Each network operator (China Telecom, China Netcom, China tietong, CERNET) has a gcdn server on your server. No matter where you are from, gcdn can display your server as quickly as possible! In addition, we will back up your data in real time to make your data safer!
Four suggestions for High-concurrency Website access-website creation experience tutorial
Separating hard disk read/write splitting, separating functions from presentation, encapsulating basic functions into categories, and ensuring the scalability during architecture design are crucial to the construction of large websites.
The ever-expanding Internet scale, increasing user groups, and the rise of Web put forward new requirements for website construction. It must be high-performance and highly scalable, and support highly concurrent access.
Detach hard disk read/write
If the read/write performance of the website's hard disk is the bottleneck for improving the performance of the entire website, you can consider separating the Read and Write Functions of the hard disk for optimization. On the hard disk used for writing, if we increase the hard disk I/O, it will certainly increase the failure rate of the entire file system, because it is the sum of failure rates of all drives. Hard Disk I/O and failure rate cannot have both.
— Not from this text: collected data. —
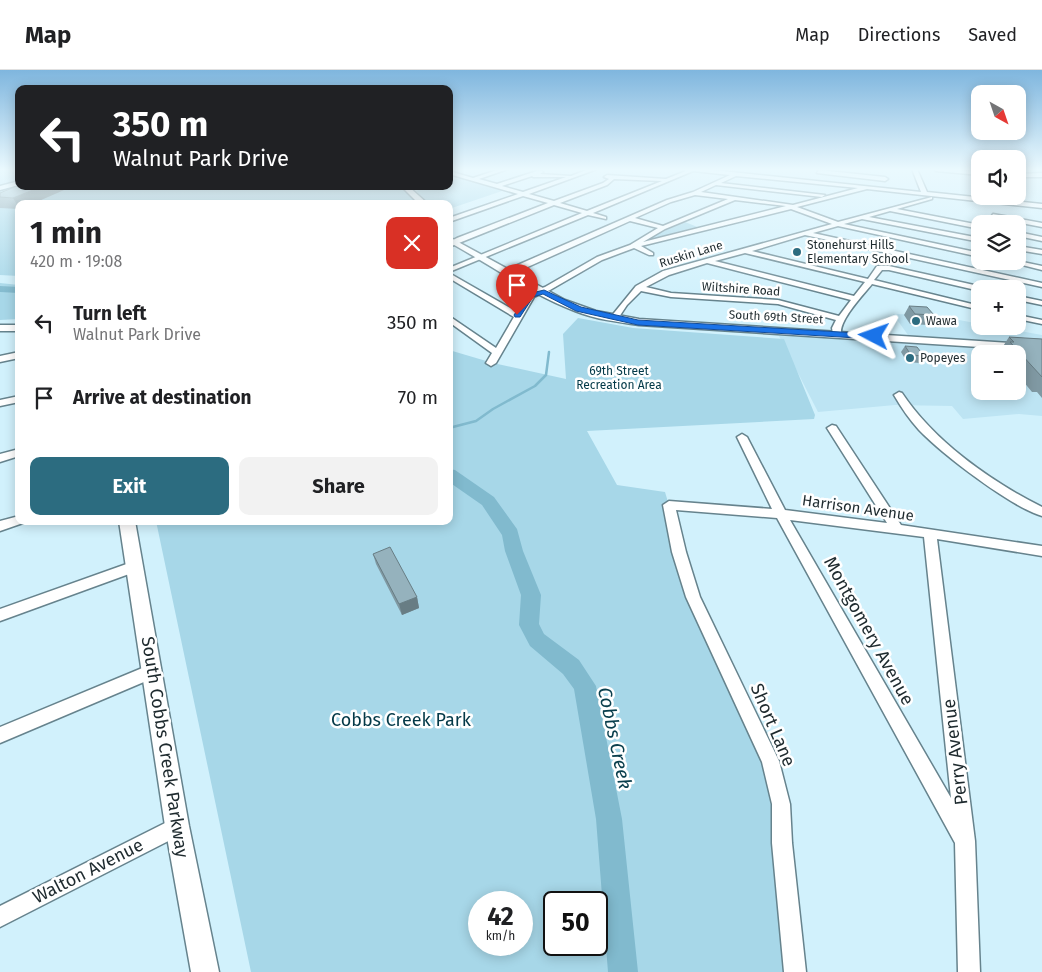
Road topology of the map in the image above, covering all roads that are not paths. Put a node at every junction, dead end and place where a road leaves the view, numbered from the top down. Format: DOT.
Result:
graph roads {
  1 [pos="475,211"];
  2 [pos="533,211"];
  3 [pos="582,211"];
  4 [pos="593,211"];
  5 [pos="646,211"];
  6 [pos="704,211"];
  7 [pos="774,211"];
  8 [pos="805,211"];
  9 [pos="885,211"];
  10 [pos="895,211"];
  11 [pos="994,211"];
  12 [pos="588,213"];
  13 [pos="862,217"];
  14 [pos="604,218"];
  15 [pos="630,218"];
  16 [pos="453,219"];
  17 [pos="683,220"];
  18 [pos="837,224"];
  19 [pos="971,225"];
  20 [pos="1042,225"];
  21 [pos="663,228"];
  22 [pos="706,229"];
  23 [pos="805,233"];
  24 [pos="1026,236"];
  25 [pos="971,238"];
  26 [pos="1042,239"];
  27 [pos="453,241"];
  28 [pos="453,243"];
  29 [pos="633,245"];
  30 [pos="1026,249"];
  31 [pos="742,251"];
  32 [pos="1042,252"];
  33 [pos="651,254"];
  34 [pos="971,254"];
  35 [pos="481,256"];
  36 [pos="706,261"];
  37 [pos="971,262"];
  38 [pos="1026,265"];
  39 [pos="453,268"];
  40 [pos="967,268"];
  41 [pos="1042,268"];
  42 [pos="509,272"];
  43 [pos="453,277"];
  44 [pos="869,281"];
  45 [pos="961,284"];
  46 [pos="1042,285"];
  47 [pos="971,287"];
  48 [pos="639,288"];
  49 [pos="544,292"];
  50 [pos="856,299"];
  51 [pos="1026,300"];
  52 [pos="952,301"];
  53 [pos="1042,303"];
  54 [pos="971,306"];
  55 [pos="517,315"];
  56 [pos="614,318"];
  57 [pos="1026,319"];
  58 [pos="841,320"];
  59 [pos="453,321"];
  60 [pos="1042,322"];
  61 [pos="0,328"];
  62 [pos="15,328"];
  63 [pos="837,334"];
  64 [pos="1042,348"];
  65 [pos="496,352"];
  66 [pos="15,356"];
  67 [pos="0,359"];
  68 [pos="490,363"];
  69 [pos="899,394"];
  70 [pos="15,400"];
  71 [pos="0,403"];
  72 [pos="832,428"];
  73 [pos="742,437"];
  74 [pos="15,453"];
  75 [pos="0,458"];
  76 [pos="669,505"];
  77 [pos="1042,512"];
  78 [pos="781,514"];
  79 [pos="15,521"];
  80 [pos="128,525"];
  81 [pos="0,526"];
  82 [pos="898,530"];
  83 [pos="930,533"];
  84 [pos="1042,550"];
  85 [pos="134,566"];
  86 [pos="0,615"];
  87 [pos="152,671"];
  88 [pos="0,735"];
  89 [pos="177,826"];
  90 [pos="965,841"];
  91 [pos="0,917"];
  92 [pos="205,972"];
  93 [pos="795,972"];
  94 [pos="969,972"];
  1 -- 16 [label="street"];
  2 -- 27 [label="street"];
  3 -- 12 [label="street"];
  4 -- 12 [label="street"];
  5 -- 15 [label="street"];
  6 -- 17 [label="street"];
  7 -- 22 [label="street"];
  8 -- 18 [label="street"];
  9 -- 13 [label="street, Ruskin Lane"];
  10 -- 19 [label="street"];
  11 -- 20 [label="street"];
  12 -- 14 [label="street"];
  12 -- 35 [label="street"];
  13 -- 18 [label="street, Ruskin Lane"];
  13 -- 25 [label="street"];
  15 -- 21 [label="street"];
  15 -- 42 [label="street"];
  17 -- 21 [label="street"];
  17 -- 22 [label="street"];
  18 -- 23 [label="street, Ruskin Lane"];
  18 -- 34 [label="street"];
  21 -- 29 [label="street"];
  22 -- 29 [label="street"];
  23 -- 31 [label="street, Ruskin Lane"];
  23 -- 40 [label="street"];
  24 -- 26 [label="street"];
  28 -- 35 [label="main road, South 69th Street"];
  29 -- 33 [label="street"];
  29 -- 49 [label="street"];
  30 -- 32 [label="street"];
  31 -- 36 [label="street, Ruskin Lane"];
  31 -- 44 [label="street"];
  35 -- 39 [label="street"];
  35 -- 42 [label="main road, South 69th Street"];
  36 -- 48 [label="street, Ruskin Lane"];
  36 -- 50 [label="street"];
  37 -- 40 [label="street"];
  38 -- 41 [label="street"];
  40 -- 45 [label="street"];
  40 -- 46 [label="street"];
  42 -- 49 [label="main road, South 69th Street"];
  43 -- 55 [label="street"];
  44 -- 45 [label="street"];
  44 -- 50 [label="street"];
  44 -- 52 [label="street"];
  45 -- 47 [label="street"];
  45 -- 52 [label="street"];
  48 -- 56 [label="street, Ruskin Lane"];
  48 -- 58 [label="street, Wiltshire Road"];
  49 -- 55 [label="street"];
  49 -- 56 [label="main road, South 69th Street"];
  50 -- 58 [label="street"];
  51 -- 53 [label="street"];
  52 -- 54 [label="street"];
  55 -- 65 [label="street"];
  56 -- 63 [label="main road, South 69th Street"];
  57 -- 60 [label="street"];
  58 -- 63 [label="street"];
  59 -- 65 [label="street"];
  61 -- 62 [label="main road"];
  63 -- 64 [label="main road, South 69th Street"];
  65 -- 68 [label="street"];
  66 -- 67 [label="street"];
  69 -- 77 [label="street"];
  70 -- 71 [label="street"];
  72 -- 82 [label="street"];
  73 -- 78 [label="street, Montgomery Avenue"];
  74 -- 75 [label="street"];
  76 -- 78 [label="street, Harrison Avenue"];
  76 -- 93 [label="street, Short Lane"];
  78 -- 82 [label="street, Harrison Avenue"];
  78 -- 90 [label="street, Montgomery Avenue"];
  79 -- 81 [label="street"];
  80 -- 85 [label="main road, South Cobbs Creek Parkway"];
  82 -- 83 [label="street, Harrison Avenue"];
  83 -- 84 [label="street, Harrison Avenue"];
  83 -- 90 [label="street, Perry Avenue"];
  85 -- 86 [label="street"];
  85 -- 87 [label="main road, South Cobbs Creek Parkway"];
  87 -- 88 [label="street"];
  87 -- 89 [label="main road, South Cobbs Creek Parkway"];
  89 -- 91 [label="street, Walton Avenue"];
  89 -- 92 [label="main road, South Cobbs Creek Parkway"];
  90 -- 94 [label="street, Perry Avenue"];
}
The hard disk used for reading can be used as a common server hard disk to reduce the overhead.
Balanced CPU and I/O consumption not only can fully utilize server resources, but also support temporary overload. in the event of emergencies and sharp increase in access traffic, the result is that the overall performance of the system is degraded, rather than the crash immediately.
Functions and presentations must be separated
In the post-operation of the website, there will certainly be many changes in demand. If every change needs to be modifiedSource codeSo, the development of this website can be said to have failed.
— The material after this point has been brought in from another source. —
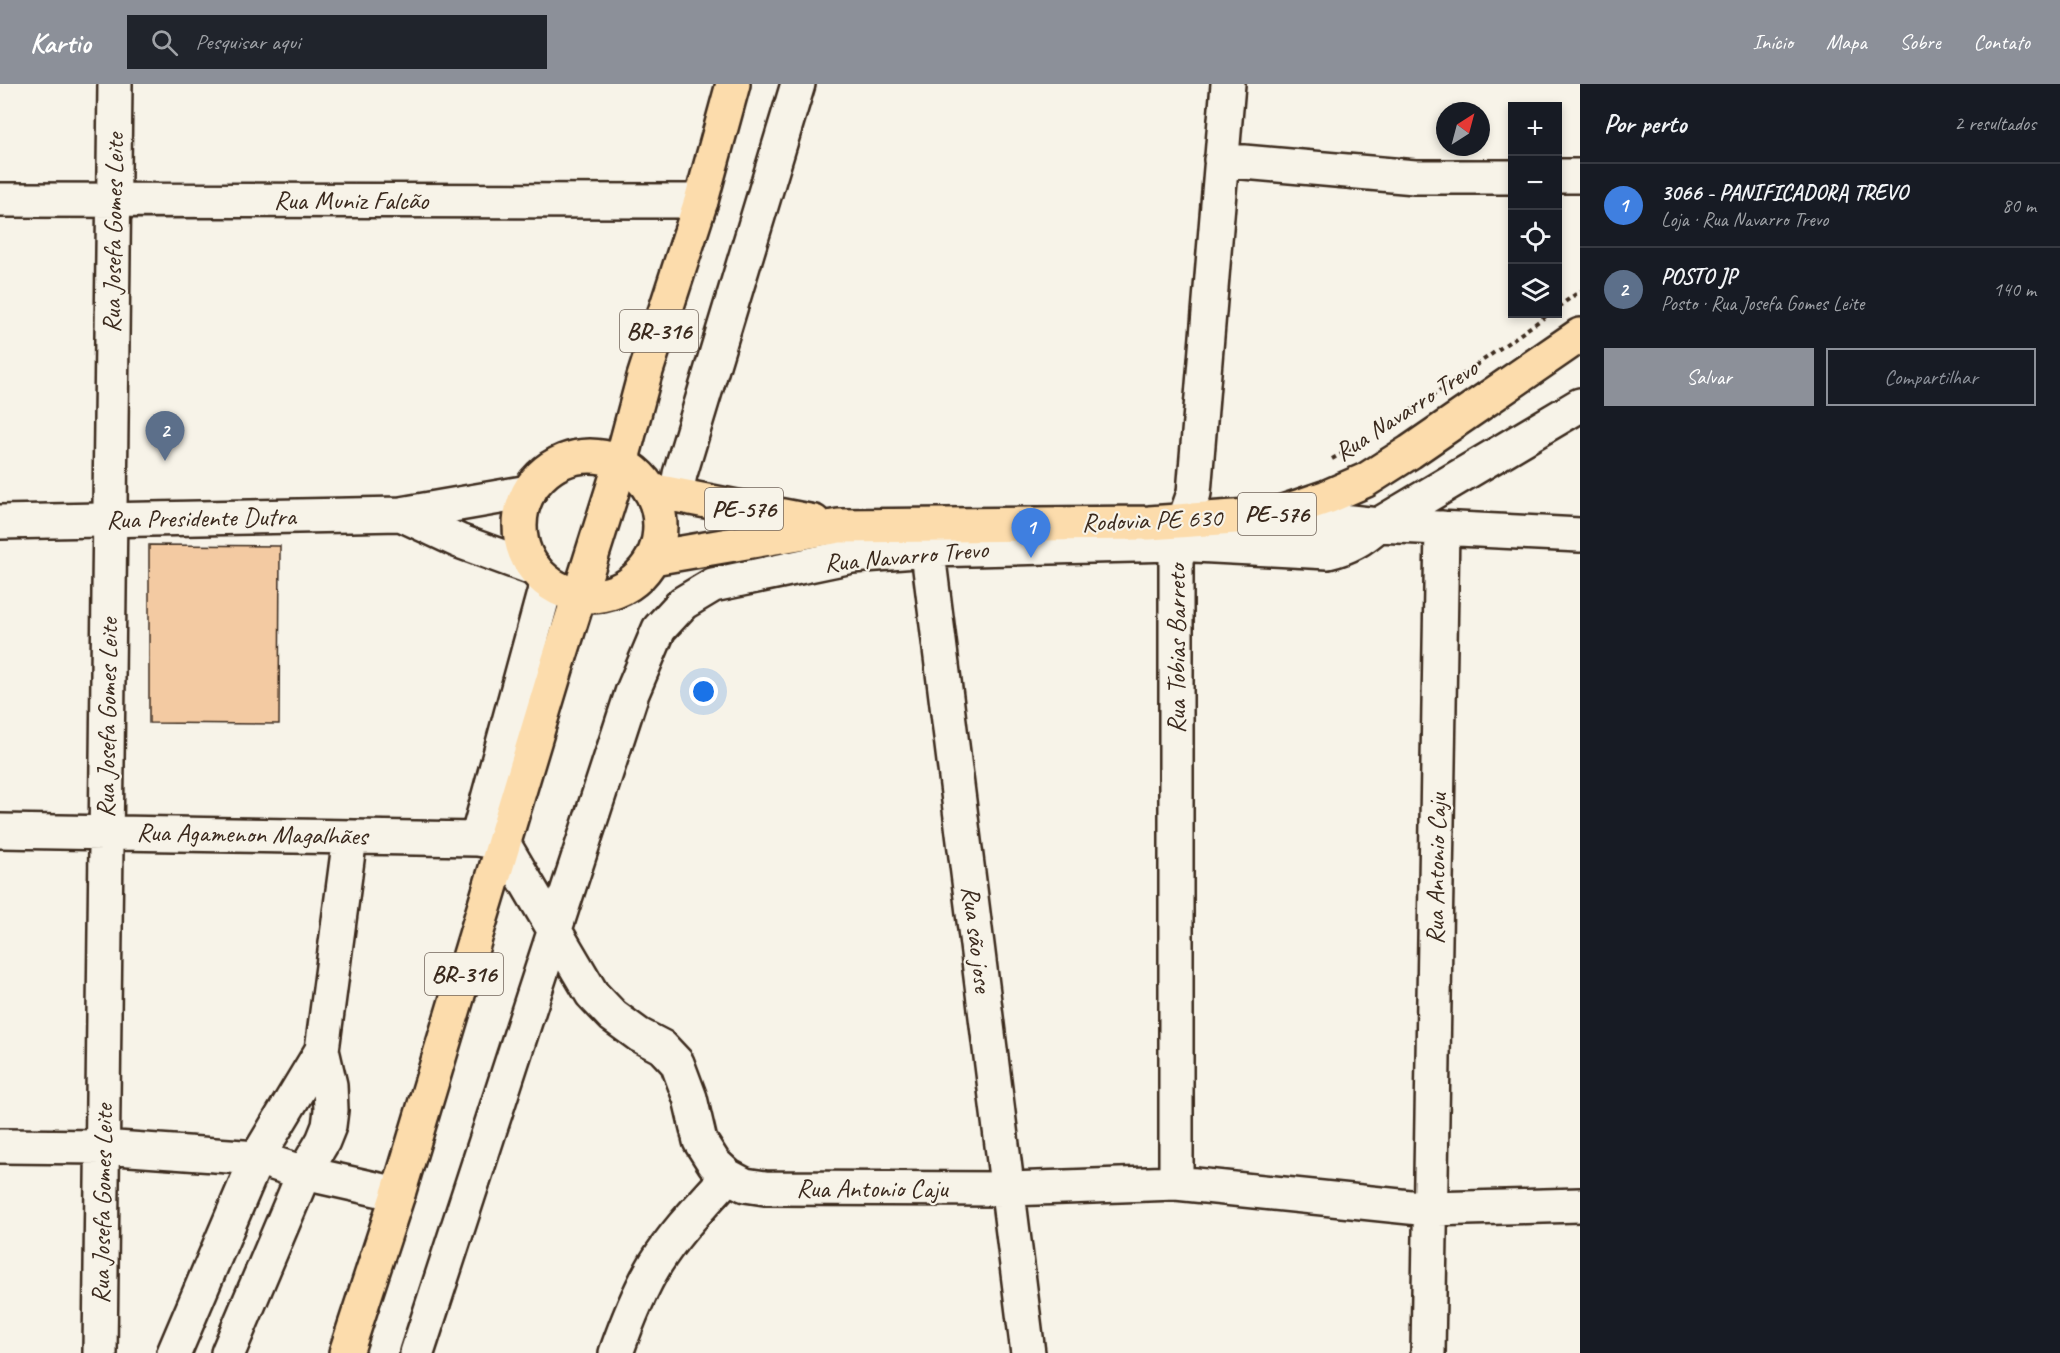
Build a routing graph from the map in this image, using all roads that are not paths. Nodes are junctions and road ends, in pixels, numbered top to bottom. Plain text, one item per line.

The most important thing is that functions and presentations must be separated. The core functions are written in scripting language, and the front-end displays HTML with special tags. This not only speeds up development, but also facilitates future maintenance and upgrade. For the front-end template, you usually need to extract the header and tail of the page, and split the main part of the page according to the module or function, which can effectively reduce the pressure on the server.
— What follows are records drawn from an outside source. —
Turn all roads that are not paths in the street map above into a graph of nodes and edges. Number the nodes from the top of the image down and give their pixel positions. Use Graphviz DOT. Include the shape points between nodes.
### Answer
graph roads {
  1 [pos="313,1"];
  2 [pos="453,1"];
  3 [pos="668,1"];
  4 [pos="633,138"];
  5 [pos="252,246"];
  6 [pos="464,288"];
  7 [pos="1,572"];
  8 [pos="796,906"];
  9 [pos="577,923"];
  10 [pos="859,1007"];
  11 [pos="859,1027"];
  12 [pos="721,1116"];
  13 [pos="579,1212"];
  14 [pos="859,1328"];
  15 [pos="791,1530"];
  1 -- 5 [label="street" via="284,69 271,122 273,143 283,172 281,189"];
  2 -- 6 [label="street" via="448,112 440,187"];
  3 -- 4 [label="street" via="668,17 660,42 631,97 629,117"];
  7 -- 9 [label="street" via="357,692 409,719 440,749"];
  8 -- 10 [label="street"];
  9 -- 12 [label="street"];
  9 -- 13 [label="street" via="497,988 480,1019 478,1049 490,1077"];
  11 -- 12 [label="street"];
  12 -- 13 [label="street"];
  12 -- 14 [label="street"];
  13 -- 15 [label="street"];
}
Encapsulation makes development more efficient
At the functional block level, If JSP is used, basic functions such as database connection and session governance should be encapsulated into classes. If PHP is usedCodeIn explicit encapsulation, each function block is encapsulated into a function, file, or class.
At a higher level, the website can be divided into the presentation layer, logic layer, and persistent layer for encapsulation, so that when the architecture of a layer changes, it will not affect other layers. The recently popular MVC Architecture splits the entire website into three parts: model, view, and controller. In addition, there are many excellent code frameworks available for use, such as JSP structs and spring, PHP. MVC and studs. With the ready-made code framework, website development can get twice the result with half the effort.
Scalability to deal with sudden increases in traffic
A large website must consider the possible capacity expansion in the future when designing the architecture. For mobile websites, sudden increases in traffic are huge. On the website's primary storage server, the configuration file is used to specify the ID range of the data files stored on each storage disk. When the current server needs to read a data file, first obtain the inventory and directory address of the data by asking the interface on the primary storage server, and then read the actual data file. If you need to add a cabinet, you only need to modify the configuration file, and the foreground program will not be affected at all.